=== WORKING DATA ===

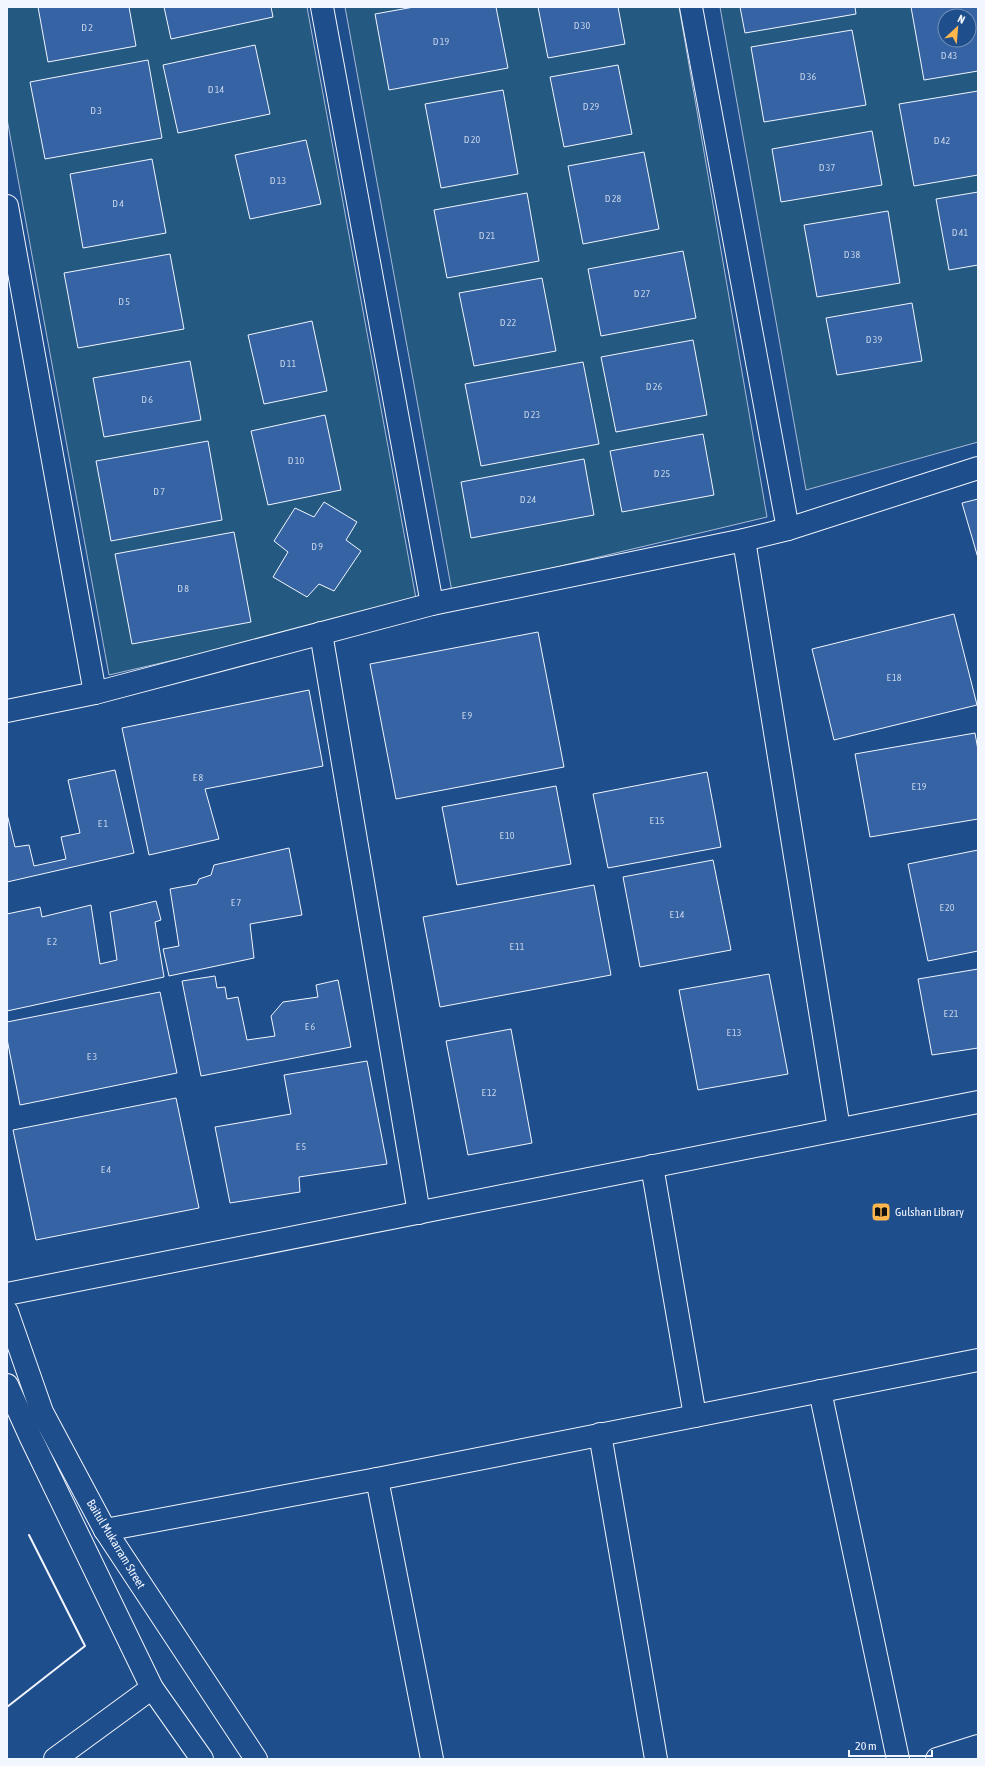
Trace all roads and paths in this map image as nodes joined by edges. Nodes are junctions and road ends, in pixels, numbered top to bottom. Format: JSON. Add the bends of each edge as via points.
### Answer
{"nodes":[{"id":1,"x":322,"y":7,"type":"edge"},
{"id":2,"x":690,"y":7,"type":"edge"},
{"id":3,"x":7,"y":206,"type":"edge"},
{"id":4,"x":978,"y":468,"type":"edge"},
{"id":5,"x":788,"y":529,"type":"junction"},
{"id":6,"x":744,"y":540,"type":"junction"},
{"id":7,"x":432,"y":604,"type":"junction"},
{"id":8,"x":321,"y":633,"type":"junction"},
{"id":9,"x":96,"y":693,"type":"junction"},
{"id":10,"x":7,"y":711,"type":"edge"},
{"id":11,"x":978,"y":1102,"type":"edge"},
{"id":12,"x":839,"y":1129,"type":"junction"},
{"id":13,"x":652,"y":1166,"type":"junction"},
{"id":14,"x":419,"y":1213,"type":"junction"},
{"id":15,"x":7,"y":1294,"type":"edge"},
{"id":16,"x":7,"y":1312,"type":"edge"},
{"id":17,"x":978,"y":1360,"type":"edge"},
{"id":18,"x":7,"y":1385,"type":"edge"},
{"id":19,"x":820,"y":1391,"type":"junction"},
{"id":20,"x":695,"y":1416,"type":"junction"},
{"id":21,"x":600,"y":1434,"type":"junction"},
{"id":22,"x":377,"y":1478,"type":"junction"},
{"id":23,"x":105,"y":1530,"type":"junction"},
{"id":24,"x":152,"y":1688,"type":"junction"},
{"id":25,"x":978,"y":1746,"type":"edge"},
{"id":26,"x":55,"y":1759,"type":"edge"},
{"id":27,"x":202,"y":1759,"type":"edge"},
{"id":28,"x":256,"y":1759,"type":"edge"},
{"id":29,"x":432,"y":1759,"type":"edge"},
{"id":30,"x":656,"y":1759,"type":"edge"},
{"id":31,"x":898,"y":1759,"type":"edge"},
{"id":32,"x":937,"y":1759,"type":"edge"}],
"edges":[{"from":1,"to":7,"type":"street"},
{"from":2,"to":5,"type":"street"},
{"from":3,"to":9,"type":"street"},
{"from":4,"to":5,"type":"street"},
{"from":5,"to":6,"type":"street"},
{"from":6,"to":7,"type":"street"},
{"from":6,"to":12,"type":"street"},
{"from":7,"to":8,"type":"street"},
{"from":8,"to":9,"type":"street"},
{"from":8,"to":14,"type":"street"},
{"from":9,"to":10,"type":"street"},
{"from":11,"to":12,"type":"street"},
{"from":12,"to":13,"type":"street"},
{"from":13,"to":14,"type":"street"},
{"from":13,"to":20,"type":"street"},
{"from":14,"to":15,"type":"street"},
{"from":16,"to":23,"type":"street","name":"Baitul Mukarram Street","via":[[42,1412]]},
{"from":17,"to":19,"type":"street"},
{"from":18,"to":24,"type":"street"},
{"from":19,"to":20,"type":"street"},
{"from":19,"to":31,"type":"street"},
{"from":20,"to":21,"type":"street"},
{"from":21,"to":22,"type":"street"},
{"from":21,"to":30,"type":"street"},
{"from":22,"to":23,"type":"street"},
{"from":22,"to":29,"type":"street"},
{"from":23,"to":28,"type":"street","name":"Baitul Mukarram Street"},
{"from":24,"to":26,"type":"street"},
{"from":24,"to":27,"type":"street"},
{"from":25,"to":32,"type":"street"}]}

===
=== WORKING DATA ===

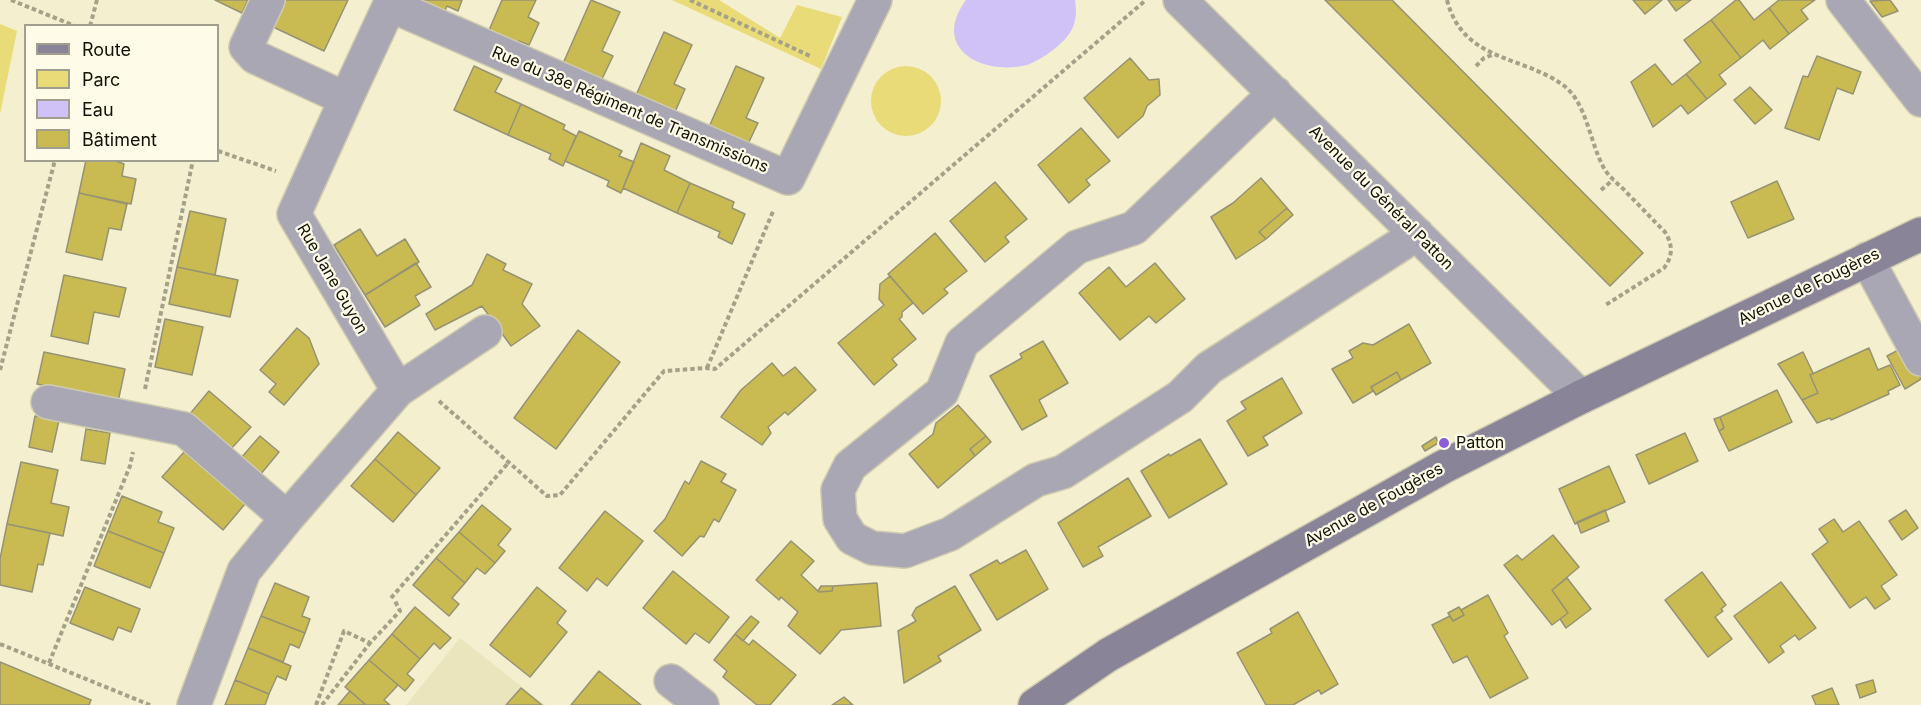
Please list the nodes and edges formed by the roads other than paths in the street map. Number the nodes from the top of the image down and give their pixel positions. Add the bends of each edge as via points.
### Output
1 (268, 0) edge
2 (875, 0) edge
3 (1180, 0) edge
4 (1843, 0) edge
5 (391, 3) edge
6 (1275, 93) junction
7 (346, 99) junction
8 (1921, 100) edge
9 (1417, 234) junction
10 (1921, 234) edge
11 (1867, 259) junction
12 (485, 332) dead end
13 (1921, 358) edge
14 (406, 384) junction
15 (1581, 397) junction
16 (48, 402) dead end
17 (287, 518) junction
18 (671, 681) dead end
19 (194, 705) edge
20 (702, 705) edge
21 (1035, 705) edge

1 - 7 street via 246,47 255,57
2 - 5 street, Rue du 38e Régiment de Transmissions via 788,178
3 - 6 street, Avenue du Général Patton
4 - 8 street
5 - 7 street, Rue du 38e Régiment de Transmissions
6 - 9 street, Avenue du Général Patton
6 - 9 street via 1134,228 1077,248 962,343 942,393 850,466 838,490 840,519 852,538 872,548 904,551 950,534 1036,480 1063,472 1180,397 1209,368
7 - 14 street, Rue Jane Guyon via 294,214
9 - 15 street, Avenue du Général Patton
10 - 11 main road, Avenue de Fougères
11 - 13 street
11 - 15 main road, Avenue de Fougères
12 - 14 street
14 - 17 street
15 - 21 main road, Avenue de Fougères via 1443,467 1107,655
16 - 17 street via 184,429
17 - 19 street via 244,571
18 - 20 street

===

* PROBLEM DETAILS
Read the entries and pick out all lines that include the word "points".

* RESPONSE TO THE TASK
Trace all roads and paths in this map image as nodes joined by edges. Nodes are junctions and road ends, in pixels, numbered top to bottom. Format: JSON. Add the bends of each edge as via points.
Please list the nodes and edges formed by the roads other than paths in the street map. Number the nodes from the top of the image down and give their pixel positions. Add the bends of each edge as via points.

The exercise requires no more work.